Stored data

/---

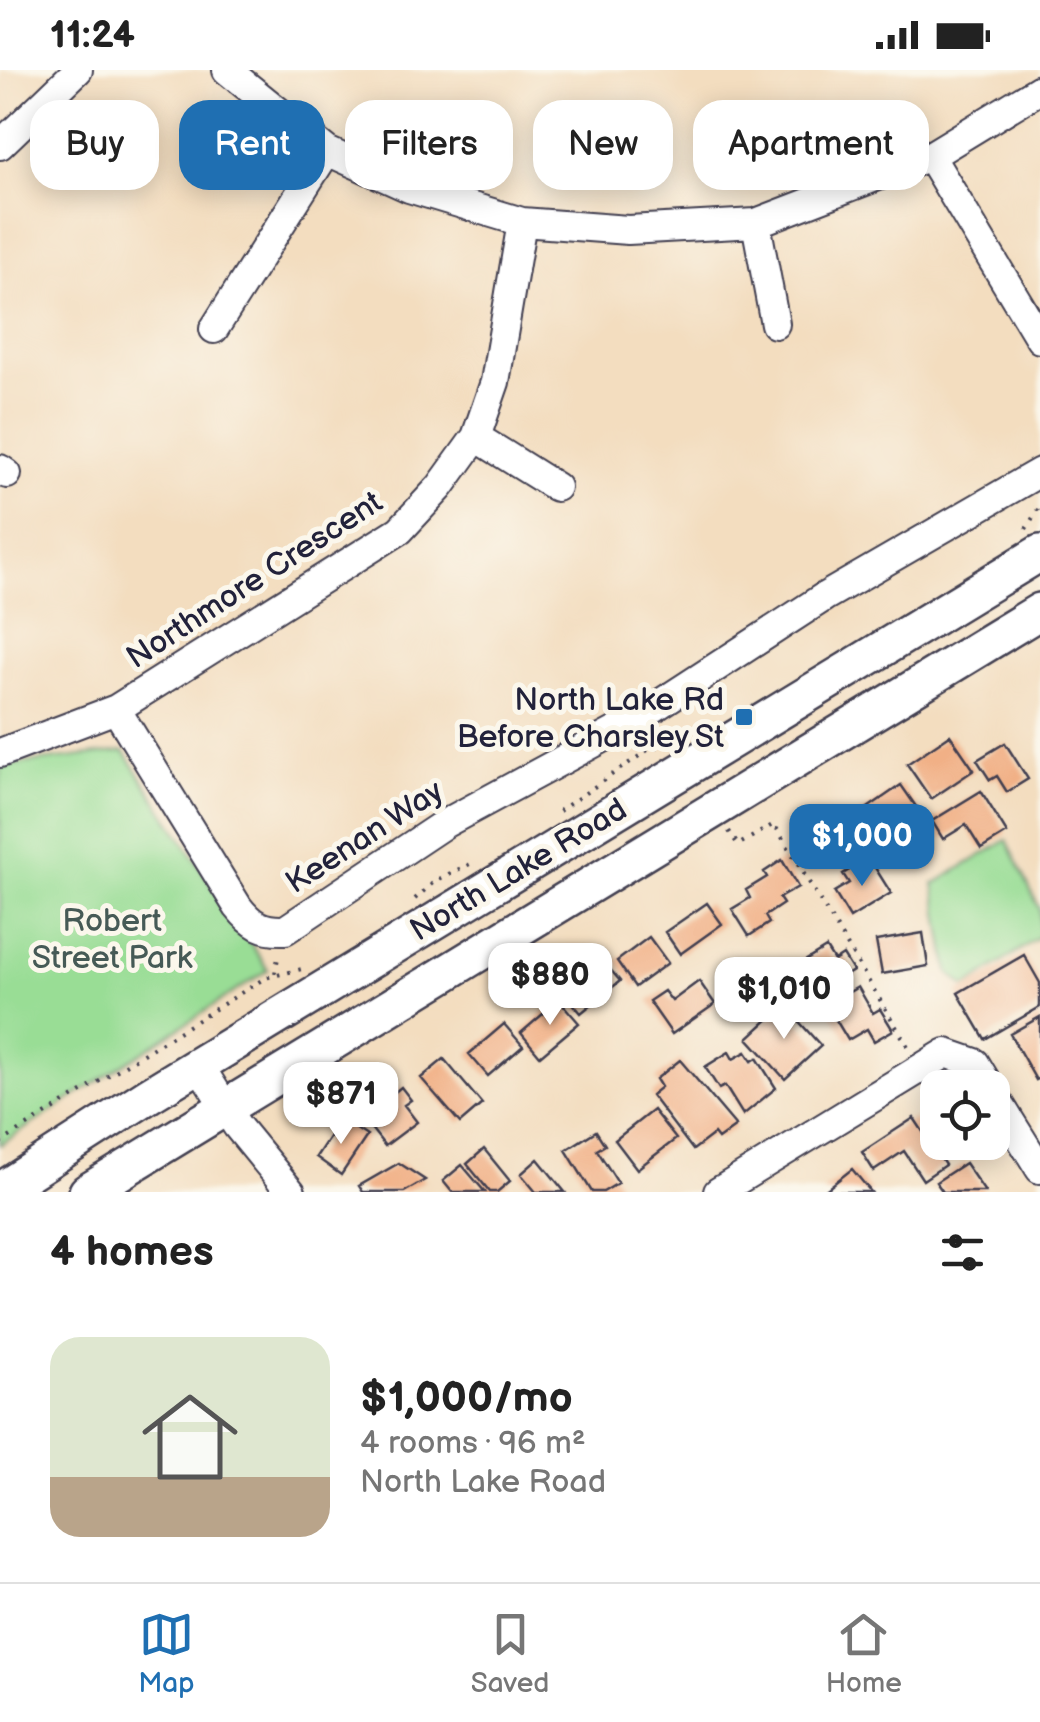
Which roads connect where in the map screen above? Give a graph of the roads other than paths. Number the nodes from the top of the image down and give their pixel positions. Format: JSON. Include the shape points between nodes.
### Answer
{"nodes":[{"id":1,"x":78,"y":70,"type":"edge"},
{"id":2,"x":227,"y":70,"type":"edge"},
{"id":3,"x":1040,"y":89,"type":"edge"},
{"id":4,"x":0,"y":146,"type":"edge"},
{"id":5,"x":327,"y":150,"type":"junction"},
{"id":6,"x":930,"y":156,"type":"junction"},
{"id":7,"x":522,"y":222,"type":"junction"},
{"id":8,"x":756,"y":224,"type":"junction"},
{"id":9,"x":775,"y":324,"type":"dead end"},
{"id":10,"x":214,"y":329,"type":"dead end"},
{"id":11,"x":1040,"y":339,"type":"edge"},
{"id":12,"x":476,"y":437,"type":"junction"},
{"id":13,"x":1040,"y":472,"type":"edge"},
{"id":14,"x":556,"y":487,"type":"dead end"},
{"id":15,"x":1036,"y":565,"type":"edge"},
{"id":16,"x":1040,"y":610,"type":"edge"},
{"id":17,"x":116,"y":709,"type":"junction"},
{"id":18,"x":0,"y":754,"type":"edge"},
{"id":19,"x":199,"y":1065,"type":"junction"},
{"id":20,"x":920,"y":1070,"type":"edge"},
{"id":21,"x":920,"y":1070,"type":"edge"},
{"id":22,"x":979,"y":1070,"type":"edge"},
{"id":23,"x":225,"y":1108,"type":"junction"},
{"id":24,"x":1010,"y":1120,"type":"edge"},
{"id":25,"x":1040,"y":1168,"type":"edge"},
{"id":26,"x":0,"y":1191,"type":"edge"},
{"id":27,"x":87,"y":1192,"type":"edge"},
{"id":28,"x":290,"y":1192,"type":"edge"},
{"id":29,"x":718,"y":1192,"type":"edge"}],
"edges":[{"from":1,"to":4,"type":"street"},
{"from":2,"to":5,"type":"street"},
{"from":3,"to":6,"type":"street"},
{"from":5,"to":7,"type":"street","via":[[409,188]]},
{"from":5,"to":10,"type":"street"},
{"from":6,"to":8,"type":"street"},
{"from":6,"to":11,"type":"street"},
{"from":7,"to":8,"type":"street","via":[[628,230]]},
{"from":7,"to":12,"type":"street","name":"Northmore Crescent","via":[[495,382]]},
{"from":8,"to":9,"type":"street"},
{"from":12,"to":14,"type":"street"},
{"from":12,"to":17,"type":"street","name":"Northmore Crescent","via":[[400,530]]},
{"from":13,"to":17,"type":"street","name":"Keenan Way","via":[[824,597],[629,724],[444,824],[285,930],[250,923],[238,908]]},
{"from":15,"to":19,"type":"main road","name":"North Lake Road"},
{"from":16,"to":23,"type":"main road","name":"North Lake Road"},
{"from":17,"to":18,"type":"street","name":"Northmore Crescent"},
{"from":19,"to":23,"type":"street"},
{"from":19,"to":26,"type":"main road","name":"North Lake Road"},
{"from":20,"to":22,"type":"street","via":[[946,1053]]},
{"from":21,"to":29,"type":"street"},
{"from":23,"to":27,"type":"main road","name":"North Lake Road"},
{"from":23,"to":28,"type":"street"},
{"from":24,"to":25,"type":"street"}]}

\---

Determine the number of lines in the records that contain the word "nodes", and provide that number alone.

Task result -> 2